(WHAT YOU SHOULD DO): Would you find each line in the entries below with the string "middle" and copy it?

[Extracted data entries]
━━━━━━━━━━━━━━━━

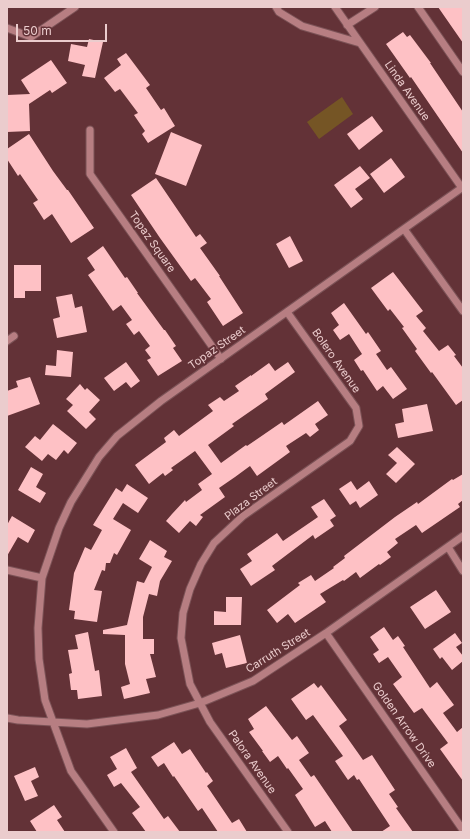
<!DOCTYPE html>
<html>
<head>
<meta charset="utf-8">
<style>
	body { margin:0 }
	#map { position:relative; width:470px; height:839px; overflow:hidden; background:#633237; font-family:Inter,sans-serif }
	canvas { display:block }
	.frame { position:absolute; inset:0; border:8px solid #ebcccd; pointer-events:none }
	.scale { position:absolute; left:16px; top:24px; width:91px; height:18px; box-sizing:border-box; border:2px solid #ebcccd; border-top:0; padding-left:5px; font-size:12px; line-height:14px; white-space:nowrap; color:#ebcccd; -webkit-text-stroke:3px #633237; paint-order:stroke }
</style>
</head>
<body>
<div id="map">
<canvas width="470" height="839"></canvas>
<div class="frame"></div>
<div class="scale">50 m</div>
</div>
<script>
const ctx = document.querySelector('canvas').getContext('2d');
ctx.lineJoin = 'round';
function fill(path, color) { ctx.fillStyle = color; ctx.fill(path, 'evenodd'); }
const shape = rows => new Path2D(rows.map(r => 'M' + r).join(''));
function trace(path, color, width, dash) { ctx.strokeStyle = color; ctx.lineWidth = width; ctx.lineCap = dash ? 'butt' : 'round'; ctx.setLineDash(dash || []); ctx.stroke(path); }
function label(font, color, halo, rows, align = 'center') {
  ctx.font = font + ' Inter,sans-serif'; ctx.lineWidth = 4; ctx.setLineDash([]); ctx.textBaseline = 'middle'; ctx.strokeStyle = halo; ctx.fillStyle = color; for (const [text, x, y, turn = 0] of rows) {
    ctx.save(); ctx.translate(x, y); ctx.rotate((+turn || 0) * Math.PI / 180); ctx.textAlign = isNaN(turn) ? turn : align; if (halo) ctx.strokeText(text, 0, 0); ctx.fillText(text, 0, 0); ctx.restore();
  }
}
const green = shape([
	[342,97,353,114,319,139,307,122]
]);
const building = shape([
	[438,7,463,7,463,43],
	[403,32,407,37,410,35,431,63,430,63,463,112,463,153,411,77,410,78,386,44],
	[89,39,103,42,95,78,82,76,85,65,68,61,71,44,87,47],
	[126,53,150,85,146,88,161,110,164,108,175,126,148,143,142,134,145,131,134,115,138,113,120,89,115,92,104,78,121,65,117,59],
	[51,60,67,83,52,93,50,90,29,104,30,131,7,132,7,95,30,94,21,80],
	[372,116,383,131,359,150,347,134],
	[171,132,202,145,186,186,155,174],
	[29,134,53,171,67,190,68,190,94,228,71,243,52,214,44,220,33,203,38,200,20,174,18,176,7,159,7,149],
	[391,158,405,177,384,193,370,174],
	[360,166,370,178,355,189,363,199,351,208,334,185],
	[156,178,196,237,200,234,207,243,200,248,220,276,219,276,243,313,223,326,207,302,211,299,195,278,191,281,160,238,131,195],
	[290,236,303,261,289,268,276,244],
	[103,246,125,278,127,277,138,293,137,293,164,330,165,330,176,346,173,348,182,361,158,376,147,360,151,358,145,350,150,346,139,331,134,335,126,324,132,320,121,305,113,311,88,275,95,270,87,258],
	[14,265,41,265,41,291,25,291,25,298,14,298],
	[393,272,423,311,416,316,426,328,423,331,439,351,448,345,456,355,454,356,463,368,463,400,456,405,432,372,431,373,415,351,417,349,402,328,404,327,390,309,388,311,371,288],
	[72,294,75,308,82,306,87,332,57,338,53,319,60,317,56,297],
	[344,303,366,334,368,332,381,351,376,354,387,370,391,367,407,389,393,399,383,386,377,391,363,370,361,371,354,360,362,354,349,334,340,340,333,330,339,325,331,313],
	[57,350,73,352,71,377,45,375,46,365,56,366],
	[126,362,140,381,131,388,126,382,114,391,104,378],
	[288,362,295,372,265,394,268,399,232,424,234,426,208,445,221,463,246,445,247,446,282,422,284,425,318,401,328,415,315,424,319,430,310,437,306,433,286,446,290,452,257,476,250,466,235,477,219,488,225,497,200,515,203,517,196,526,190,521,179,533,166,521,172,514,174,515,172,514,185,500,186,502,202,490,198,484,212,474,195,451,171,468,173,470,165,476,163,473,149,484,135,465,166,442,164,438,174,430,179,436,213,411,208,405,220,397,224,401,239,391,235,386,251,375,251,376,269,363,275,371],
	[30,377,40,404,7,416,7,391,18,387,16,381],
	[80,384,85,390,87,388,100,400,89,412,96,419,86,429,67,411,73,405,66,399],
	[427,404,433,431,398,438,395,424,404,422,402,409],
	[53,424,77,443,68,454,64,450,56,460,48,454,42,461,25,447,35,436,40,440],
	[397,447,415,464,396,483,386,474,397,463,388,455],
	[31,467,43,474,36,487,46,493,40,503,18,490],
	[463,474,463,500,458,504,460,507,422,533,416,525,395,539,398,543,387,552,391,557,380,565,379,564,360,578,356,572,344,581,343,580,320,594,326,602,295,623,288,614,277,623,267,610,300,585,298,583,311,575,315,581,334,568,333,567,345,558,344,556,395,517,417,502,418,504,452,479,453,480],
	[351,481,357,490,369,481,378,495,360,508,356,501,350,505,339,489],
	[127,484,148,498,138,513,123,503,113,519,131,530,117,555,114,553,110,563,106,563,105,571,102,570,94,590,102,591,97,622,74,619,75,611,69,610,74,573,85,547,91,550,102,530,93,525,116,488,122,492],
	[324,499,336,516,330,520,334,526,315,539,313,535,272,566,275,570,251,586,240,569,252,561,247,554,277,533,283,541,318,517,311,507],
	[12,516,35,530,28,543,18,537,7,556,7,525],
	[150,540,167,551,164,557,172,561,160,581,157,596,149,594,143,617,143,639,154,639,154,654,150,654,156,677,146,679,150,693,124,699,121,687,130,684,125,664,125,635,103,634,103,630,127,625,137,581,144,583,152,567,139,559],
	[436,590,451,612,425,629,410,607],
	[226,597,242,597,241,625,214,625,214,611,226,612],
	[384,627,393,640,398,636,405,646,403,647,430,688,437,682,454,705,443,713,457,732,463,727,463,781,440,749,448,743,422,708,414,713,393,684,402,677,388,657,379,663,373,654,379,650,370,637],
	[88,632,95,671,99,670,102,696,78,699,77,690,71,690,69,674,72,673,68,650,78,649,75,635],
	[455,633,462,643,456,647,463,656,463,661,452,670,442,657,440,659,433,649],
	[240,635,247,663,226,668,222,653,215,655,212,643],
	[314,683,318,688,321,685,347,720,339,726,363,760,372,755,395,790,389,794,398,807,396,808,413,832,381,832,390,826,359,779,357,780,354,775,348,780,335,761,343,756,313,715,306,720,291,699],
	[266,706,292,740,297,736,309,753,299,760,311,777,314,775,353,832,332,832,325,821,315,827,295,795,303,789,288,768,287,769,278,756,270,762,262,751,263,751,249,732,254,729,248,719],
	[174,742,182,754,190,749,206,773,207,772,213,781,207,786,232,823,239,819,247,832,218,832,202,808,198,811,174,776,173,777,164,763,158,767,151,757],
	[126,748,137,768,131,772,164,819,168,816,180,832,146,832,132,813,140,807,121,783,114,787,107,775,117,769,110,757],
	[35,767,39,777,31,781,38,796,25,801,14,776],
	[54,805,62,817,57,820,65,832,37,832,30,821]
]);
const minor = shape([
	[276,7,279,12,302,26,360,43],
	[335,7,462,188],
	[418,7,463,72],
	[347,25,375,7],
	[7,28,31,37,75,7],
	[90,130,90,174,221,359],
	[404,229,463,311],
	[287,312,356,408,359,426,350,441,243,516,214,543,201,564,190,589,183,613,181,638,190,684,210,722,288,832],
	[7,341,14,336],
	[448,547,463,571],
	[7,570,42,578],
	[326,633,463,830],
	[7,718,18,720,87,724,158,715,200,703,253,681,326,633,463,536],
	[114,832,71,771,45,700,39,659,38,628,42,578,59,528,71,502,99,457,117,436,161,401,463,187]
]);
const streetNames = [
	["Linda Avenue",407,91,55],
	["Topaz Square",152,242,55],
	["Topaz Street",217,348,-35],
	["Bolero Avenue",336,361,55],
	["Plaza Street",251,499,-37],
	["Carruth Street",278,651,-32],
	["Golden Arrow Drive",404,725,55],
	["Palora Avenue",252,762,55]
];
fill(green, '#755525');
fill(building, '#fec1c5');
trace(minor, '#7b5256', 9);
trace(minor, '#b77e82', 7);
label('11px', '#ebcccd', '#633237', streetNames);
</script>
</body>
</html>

━━━━━━━━━━━━━━━━

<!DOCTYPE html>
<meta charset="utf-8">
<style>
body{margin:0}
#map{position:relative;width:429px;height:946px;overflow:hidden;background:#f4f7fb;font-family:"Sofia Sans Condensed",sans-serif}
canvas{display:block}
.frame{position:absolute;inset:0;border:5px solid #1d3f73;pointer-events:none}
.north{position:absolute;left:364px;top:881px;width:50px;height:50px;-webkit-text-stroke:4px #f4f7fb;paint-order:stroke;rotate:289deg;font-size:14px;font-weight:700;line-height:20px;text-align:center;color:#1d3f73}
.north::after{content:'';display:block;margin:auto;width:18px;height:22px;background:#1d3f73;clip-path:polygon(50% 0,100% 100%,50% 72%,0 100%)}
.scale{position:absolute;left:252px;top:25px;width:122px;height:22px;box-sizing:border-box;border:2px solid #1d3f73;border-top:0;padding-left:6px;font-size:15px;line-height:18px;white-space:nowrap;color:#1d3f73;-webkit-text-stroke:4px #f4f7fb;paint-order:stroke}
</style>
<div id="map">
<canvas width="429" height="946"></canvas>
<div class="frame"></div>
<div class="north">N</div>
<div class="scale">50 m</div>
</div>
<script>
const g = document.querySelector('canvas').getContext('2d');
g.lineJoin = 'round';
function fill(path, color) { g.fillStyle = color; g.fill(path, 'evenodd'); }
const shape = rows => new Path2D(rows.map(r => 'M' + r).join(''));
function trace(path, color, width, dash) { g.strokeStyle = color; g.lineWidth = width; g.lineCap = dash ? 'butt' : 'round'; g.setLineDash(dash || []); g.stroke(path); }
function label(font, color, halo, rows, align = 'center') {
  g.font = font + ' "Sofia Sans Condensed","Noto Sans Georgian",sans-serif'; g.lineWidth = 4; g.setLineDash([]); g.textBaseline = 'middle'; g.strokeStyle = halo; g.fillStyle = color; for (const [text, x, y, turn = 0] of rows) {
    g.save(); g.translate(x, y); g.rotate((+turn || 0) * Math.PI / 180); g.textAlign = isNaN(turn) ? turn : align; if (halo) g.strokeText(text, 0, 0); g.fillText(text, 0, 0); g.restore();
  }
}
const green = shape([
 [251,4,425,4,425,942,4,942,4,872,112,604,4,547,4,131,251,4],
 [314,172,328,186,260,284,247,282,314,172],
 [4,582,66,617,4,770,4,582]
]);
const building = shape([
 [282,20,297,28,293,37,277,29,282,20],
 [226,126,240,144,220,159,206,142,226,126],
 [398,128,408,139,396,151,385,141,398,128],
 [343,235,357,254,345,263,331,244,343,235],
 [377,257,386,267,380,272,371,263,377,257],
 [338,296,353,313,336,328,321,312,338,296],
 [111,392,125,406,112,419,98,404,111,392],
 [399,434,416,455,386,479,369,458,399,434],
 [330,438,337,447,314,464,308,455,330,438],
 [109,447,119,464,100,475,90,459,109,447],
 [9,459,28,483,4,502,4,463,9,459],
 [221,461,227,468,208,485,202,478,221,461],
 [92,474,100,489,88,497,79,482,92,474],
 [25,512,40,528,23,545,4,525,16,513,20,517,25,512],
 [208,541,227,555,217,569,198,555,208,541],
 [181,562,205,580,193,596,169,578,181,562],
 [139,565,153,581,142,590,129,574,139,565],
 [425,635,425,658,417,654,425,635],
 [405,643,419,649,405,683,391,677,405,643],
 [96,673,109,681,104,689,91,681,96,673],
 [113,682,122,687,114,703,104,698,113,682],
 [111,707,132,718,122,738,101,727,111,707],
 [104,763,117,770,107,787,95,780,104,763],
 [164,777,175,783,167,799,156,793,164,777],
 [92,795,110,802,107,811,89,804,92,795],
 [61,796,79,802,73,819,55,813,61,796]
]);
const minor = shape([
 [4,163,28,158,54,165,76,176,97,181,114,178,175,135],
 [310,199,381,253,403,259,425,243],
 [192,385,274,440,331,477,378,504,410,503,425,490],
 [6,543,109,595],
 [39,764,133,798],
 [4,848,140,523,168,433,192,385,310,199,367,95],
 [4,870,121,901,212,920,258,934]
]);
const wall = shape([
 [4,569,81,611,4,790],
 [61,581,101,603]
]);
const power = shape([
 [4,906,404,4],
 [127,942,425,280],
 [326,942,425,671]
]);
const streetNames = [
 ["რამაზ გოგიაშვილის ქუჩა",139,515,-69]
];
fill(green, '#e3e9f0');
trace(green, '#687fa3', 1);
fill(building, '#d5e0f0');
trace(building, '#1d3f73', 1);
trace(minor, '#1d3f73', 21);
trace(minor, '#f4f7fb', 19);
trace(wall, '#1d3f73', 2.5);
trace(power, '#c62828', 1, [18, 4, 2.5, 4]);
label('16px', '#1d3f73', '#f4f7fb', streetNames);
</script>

━━━━━━━━━━━━━━━━

(EXPECTED OUTPUT):
  ctx.font = font + ' Inter,sans-serif'; ctx.lineWidth = 4; ctx.setLineDash([]); ctx.textBaseline = 'middle'; ctx.strokeStyle = halo; ctx.fillStyle = color; for (const [text, x, y, turn = 0] of rows) {
  g.font = font + ' "Sofia Sans Condensed","Noto Sans Georgian",sans-serif'; g.lineWidth = 4; g.setLineDash([]); g.textBaseline = 'middle'; g.strokeStyle = halo; g.fillStyle = color; for (const [text, x, y, turn = 0] of rows) {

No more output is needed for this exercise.